Mary is an ePatient, seasoned User Experience (UX) professional and Executive Committee member for the Patient Experience Council affiliated with the Louis W Sullivan Institute for Healthcare Innovation and the Workgroup for Electronic Data Interchange. Mary is a TIA survivor and manages chronic pain caused by several motor vehicle accidents. Her UX experience and core sense of empathy helped Mary navigate the rocky waters of the healthcare system and compelled her to use her skill set to influence change and improve patient experience. Her focus is on empowering others to become better educated consumers in their healthcare, taking patient stories and engaging with key stakeholders to provide feedback. A self-professed technology geek, Mary’s interests include using technology to streamline care coordination, enhance access to care, reduce medical errors, improve health literacy and foster communication between patients, caregivers and providers to positively impact outcomes.

Donna Cryer

ePatient

Executive Committee Member

Donna is an ePatient, speaker, consultant, advocacy organization leader, and Executive Committee member for the Patient Experience Council affiliated with the Louis W Sullivan Institute for Healthcare Innovationand the Workgroup for Electronic Data Interchange. Donna Cryer is a 20 year liver transplant recipient and 30 year Inflammatory Bowel Disease patient who fosters patient participation and leadership in multi-stakeholder collaborations to improve healthcare experience, quality, and outcomes. Donna’s primary advocacy message to shift from a sick-care model to a coordinated and connected model of health and healthcare that addresses patient medical, psycho-social, and practical needs in the context of their lifestyles, values, families and communities.

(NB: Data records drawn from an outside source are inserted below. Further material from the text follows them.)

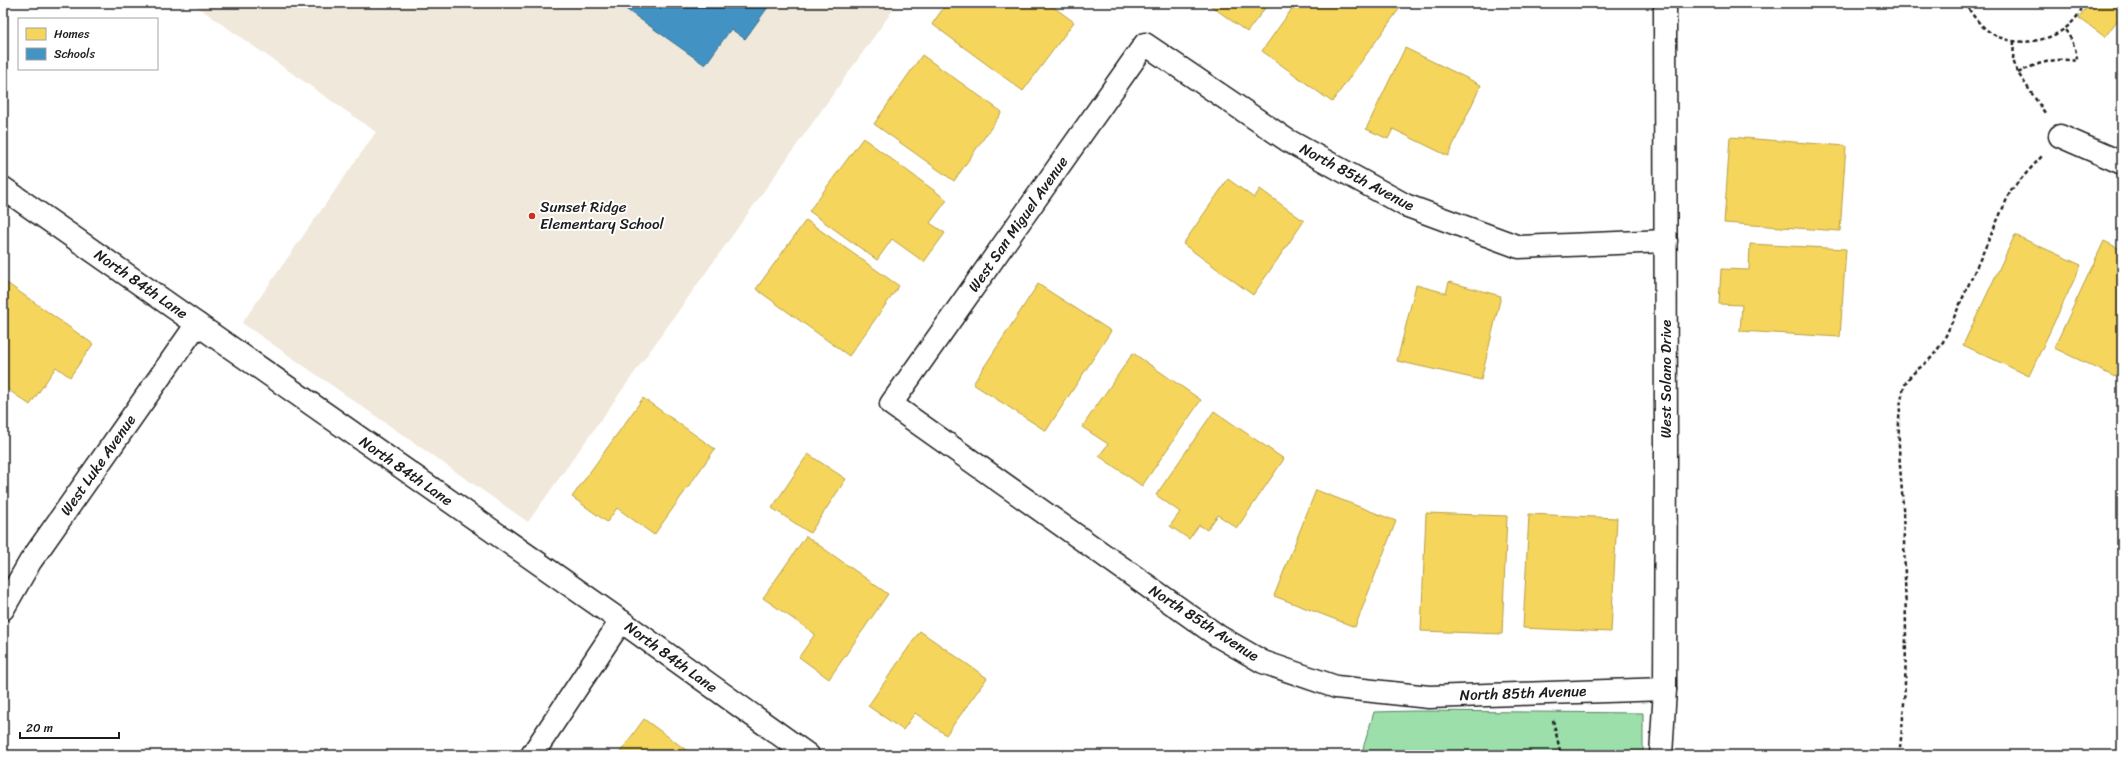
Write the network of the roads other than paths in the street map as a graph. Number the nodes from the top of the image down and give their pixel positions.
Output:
1 (1665, 3) edge
2 (1145, 44) joint
3 (2060, 136) road end
4 (2122, 163) edge
5 (3, 188) edge
6 (1666, 241) junction
7 (197, 324) junction
8 (891, 404) joint
9 (3, 609) edge
10 (621, 621) junction
11 (1665, 688) junction
12 (532, 755) edge
13 (808, 755) edge
14 (1661, 755) edge

1 - 6 street, West Solano Drive
2 - 6 street, North 85th Avenue
2 - 8 street, West San Miguel Avenue
3 - 4 street
5 - 7 street, North 84th Lane
6 - 11 street, West Solano Drive
7 - 9 street, West Luke Avenue
7 - 10 street, North 84th Lane
8 - 11 street, North 85th Avenue
10 - 12 street
10 - 13 street, North 84th Lane
11 - 14 street, West Solano Drive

This model is predicated on secure, open, real-time data exchange; informed shared decision making, and expansion of mobile, home-based, and community-based services. Donna brings the perspectives of patients with complex and chronic conditions to several federal and nonprofit advisory committees.

Kait Roe

ePatient

Executive Committee Member 

 

eAdvocates

Christopher Jerry

eAdvocate

Executive Committee Member

Jodi Lyons

eAdvocate

Executive Committee Member

Jodi is an eAdvocate, Consultant Speaker and Executive Committee member for the Patient Experience Council affiliated with the Louis W. Sullivan Institute for Healthcare Innovation and the Workgroup for Electronic Data Interchange. Jodi Lyons is an eldercare advocate who is zealous about ensuring access to clear, correct, and unbiased information. She has a special interest in Alzheimer’s Diseases and related dementias and in other diseases affecting older adults. She is particularly interested in creating true patient-centered care which MUST consider the expertise, resources, and needs of family caregivers in developing care plans, healthcare products/services, and policy. Jodi is an ardent advocate for preserving dignity in patients who no longer can advocate for themselves while also protecting family caregivers from shouldering an undue and unsustainable caregiving burden. Caregiving necessitates a team approach, and Jodi is a tireless advocate for ensuring that the healthcare arena develops and respects this team.

Kristina Sheridan

eAdvocate

Executive Committee Member

Kristina is an eAdvocate, patient empowerment researcher, systems engineer and Executive Committee member for the Patient Experience Council affiliated with the Louis W Sullivan Institute for Healthcare Innovation and the Workgroup for Electronic Data Interchange. Kristina Sheridan is a long-term caregiver for two of her children who were diagnosed with Lyme Disease and experienced a series of co-morbid illnesses in 2006. As an experienced caregiver of chronic pediatric patients and a systems engineer, Kristina works to help the healthcare and health IT communities understand the complexities of managing chronic illness and to develop and provide tools that will ease the day-to-day burden of managing care. Kristina advocates for the development of tools and processes that allow the patient’s story and data to be captured and used to develop treatment plans that best meet the needs and goals of the patient.